Use your own data or request access to the study dataset.
data/
├── split/
│ ├── make_train_val_split.py # 80/20 split -> splits/train.json, splits/val.json
│ └── split.json
└── test/
├── make_test_json.py
└── split.json
# clone
git clone https://github.com/MedICL-VU/needle_seg.git
cd needle_seg
# environment (Python 3.9–3.11 supported)
conda create -n needle_seg python=3.10 -y
conda activate needle_seg
# deps
pip install -r requirements.txtRepo structure
needle_seg/
├── src/
│ ├── config_setup.py
│ ├── config_args.py
│ ├── utils.py
│ ├── CAO_dataset.py
│ ├── DSCNet.py
│ ├── cats.py
│ ├── CATS2d.py
│ ├── train.py
│ ├── test.py
│ └── sam2_checkpoints/
├── assets/
│ └── teaser.gif
├── requirements.txt
└── README.md
Notes
- Loss: Cross‑Entropy + Dice.
- Optimizer: AdamW.
- Epochs: 100.
- Batch size: 8 typically; use 2 for heavy models (e.g., SAM2 FT, DSCNet) if VRAM limited.
- Device: single‑GPU training is supported. A4500/A6000‑class GPUs recommended.
- For each architecture, run with and without pretrained encoders.
- Report mean Dice over in‑domain and out‑of‑domain sets.

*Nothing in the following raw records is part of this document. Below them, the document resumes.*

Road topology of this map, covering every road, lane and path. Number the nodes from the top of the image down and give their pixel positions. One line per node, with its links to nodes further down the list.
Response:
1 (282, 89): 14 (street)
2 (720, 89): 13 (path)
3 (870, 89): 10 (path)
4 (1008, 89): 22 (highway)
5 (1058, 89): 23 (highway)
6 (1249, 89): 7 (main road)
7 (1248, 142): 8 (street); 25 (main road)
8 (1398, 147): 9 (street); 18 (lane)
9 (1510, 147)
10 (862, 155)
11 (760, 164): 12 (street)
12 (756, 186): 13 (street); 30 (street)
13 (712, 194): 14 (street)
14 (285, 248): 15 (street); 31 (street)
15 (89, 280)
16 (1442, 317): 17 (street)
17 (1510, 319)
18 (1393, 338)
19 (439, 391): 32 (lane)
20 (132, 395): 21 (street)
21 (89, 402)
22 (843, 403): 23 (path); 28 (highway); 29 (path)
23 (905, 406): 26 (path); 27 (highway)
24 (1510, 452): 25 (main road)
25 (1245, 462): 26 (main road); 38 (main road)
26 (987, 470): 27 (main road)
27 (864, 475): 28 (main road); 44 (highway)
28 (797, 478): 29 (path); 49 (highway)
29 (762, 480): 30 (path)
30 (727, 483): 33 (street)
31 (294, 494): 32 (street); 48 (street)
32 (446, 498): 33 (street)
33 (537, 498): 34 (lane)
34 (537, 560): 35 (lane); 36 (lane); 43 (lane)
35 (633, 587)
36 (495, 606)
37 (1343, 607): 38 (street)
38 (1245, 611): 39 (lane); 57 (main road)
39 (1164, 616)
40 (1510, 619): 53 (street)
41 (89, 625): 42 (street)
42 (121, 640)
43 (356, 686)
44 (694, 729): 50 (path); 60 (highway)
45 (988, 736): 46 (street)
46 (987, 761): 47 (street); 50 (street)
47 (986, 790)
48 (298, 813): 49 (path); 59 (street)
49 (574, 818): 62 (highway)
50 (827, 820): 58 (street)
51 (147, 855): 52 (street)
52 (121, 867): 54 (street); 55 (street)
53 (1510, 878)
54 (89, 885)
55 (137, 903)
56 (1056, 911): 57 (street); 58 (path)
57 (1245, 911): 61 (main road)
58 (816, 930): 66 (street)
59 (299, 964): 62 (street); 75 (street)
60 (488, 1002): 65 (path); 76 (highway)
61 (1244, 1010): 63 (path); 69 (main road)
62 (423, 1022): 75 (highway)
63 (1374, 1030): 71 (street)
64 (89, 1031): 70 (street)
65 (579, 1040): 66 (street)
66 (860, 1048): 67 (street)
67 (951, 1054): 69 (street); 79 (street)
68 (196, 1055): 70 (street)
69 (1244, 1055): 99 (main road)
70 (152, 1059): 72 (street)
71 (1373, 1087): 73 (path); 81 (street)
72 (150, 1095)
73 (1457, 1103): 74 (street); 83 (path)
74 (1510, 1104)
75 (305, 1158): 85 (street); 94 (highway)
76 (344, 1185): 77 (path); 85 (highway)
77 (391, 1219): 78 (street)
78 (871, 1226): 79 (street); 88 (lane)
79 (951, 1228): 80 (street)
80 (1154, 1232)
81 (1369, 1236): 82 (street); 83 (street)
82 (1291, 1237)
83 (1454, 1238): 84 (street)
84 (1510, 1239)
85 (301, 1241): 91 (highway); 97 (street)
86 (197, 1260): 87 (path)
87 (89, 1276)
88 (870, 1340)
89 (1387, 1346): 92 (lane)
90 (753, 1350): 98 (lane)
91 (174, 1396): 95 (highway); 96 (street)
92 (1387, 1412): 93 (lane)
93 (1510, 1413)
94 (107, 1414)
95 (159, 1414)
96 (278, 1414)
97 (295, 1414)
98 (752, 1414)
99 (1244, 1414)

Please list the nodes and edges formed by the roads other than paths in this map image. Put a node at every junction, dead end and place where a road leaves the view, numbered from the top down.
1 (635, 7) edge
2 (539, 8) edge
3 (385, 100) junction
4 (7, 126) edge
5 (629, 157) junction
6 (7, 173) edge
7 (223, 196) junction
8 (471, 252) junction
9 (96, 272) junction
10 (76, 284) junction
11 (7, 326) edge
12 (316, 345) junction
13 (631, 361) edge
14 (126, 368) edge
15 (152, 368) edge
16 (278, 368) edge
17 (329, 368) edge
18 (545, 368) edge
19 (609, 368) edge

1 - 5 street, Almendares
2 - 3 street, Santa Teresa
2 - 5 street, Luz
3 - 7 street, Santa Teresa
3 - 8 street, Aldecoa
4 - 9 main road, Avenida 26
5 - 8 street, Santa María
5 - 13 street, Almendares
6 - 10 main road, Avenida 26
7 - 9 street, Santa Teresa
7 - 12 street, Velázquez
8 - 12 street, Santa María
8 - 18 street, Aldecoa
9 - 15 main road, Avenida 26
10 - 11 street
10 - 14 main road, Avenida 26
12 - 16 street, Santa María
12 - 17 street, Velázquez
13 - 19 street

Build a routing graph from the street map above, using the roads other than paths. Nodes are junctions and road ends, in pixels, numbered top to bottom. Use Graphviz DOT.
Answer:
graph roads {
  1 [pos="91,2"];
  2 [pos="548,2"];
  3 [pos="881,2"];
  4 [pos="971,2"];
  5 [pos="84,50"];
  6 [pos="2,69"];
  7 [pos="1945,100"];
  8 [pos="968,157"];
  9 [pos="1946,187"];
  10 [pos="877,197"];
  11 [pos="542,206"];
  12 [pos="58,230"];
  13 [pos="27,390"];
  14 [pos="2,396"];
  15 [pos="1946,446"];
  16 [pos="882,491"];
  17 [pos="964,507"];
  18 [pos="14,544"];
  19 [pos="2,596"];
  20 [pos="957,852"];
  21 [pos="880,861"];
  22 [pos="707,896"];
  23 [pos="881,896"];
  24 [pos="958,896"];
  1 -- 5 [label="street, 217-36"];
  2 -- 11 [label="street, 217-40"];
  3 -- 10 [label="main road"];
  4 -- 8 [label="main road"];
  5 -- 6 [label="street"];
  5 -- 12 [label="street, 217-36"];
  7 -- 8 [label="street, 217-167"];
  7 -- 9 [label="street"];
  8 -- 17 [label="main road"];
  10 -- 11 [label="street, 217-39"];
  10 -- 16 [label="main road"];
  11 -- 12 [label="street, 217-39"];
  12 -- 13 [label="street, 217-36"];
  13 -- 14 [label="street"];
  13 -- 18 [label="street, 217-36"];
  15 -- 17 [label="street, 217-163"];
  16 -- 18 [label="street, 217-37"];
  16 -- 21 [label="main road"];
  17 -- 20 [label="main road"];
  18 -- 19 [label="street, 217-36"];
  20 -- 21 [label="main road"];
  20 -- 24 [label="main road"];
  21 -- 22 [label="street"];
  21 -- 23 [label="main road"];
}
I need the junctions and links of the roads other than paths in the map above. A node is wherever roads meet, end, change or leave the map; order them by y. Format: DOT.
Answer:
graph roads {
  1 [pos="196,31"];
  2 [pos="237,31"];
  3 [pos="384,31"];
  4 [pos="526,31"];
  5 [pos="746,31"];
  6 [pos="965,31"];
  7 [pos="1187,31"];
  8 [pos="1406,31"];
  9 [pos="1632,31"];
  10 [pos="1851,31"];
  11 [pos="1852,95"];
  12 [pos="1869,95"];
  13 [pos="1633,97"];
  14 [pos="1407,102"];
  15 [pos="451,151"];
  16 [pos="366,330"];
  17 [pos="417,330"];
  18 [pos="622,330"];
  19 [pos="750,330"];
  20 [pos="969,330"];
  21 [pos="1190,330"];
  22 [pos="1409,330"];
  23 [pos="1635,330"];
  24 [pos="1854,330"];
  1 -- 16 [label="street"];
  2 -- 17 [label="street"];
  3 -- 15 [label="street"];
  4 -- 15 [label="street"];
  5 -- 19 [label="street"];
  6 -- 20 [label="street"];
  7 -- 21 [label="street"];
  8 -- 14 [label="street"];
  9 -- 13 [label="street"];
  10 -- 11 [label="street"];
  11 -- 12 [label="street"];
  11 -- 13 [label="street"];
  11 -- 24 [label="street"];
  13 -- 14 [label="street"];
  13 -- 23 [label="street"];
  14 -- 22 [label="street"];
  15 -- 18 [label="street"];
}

- Expect transformer‑based models + pretraining to be stronger under domain shift; Mask2Former typically performs best on OOD across classes; CATS is strong on grasper tubes; DSCNet is robust on curved, thin structures (needle/thread).
For exact numbers, qualitative figures, and epoch‑wise analyses, see the paper and replicate the training schedule above.
- CATS / CATS2d: Hybrid encoder (CNN + Transformer). We wrap a SAM2 Hiera‑Large image encoder and use a CNN decoder with U‑Net‑style skip connections and lightweight RFB blocks for multi‑scale fusion. Encoder can be frozen (PEFT‑style adapters) or fully fine‑tuned.
- SegFormer / Mask2Former: HuggingFace/torchvision implementations with MiT/Swin backbones; we expose minimal flags to toggle pretraining and image size.
- DSCNet: Dynamic snake convolution for tubular/curvilinear structures; trained from scratch.
- UNet / DeepLabv3+: ResNet‑34 encoders with ImageNet weights via torchvision; standard decoders.
- Pretraining helps across all models.
- Transformers tend to generalize better out‑of‑domain.
- Mask2Former excels on thread delineation and provides the best OOD averages in our study.
- CATS is particularly reliable on outer/inner grasper tubes; DSCNet does well on needle/thread without pretraining.
See the paper for full tables/plots and qualitative examples.
If you use this repo, please cite the accompanying paper:
@inproceedings{Isik2026seg,
title={A Benchmark Study of Methods for Surgical Instrument Segmentation in Central Airway Endoscopy},
author = {Dilara Isik, Kanyifeechukwu Oguine, Jesse d’Almeida, Robert J. Webster III, Ipek Oguz, and Hao Li},
booktitle={Medical Imaging 2026: Image Processing},
volume={in press},
year={2026},
organization={SPIE}
}
The model is licensed under the Apache 2.0 license
Please send an email to dilara.isik@vanderbilt.edu or hao.li.1@vanderbilt.edu
- 2025‑09‑07: Initial public README draft.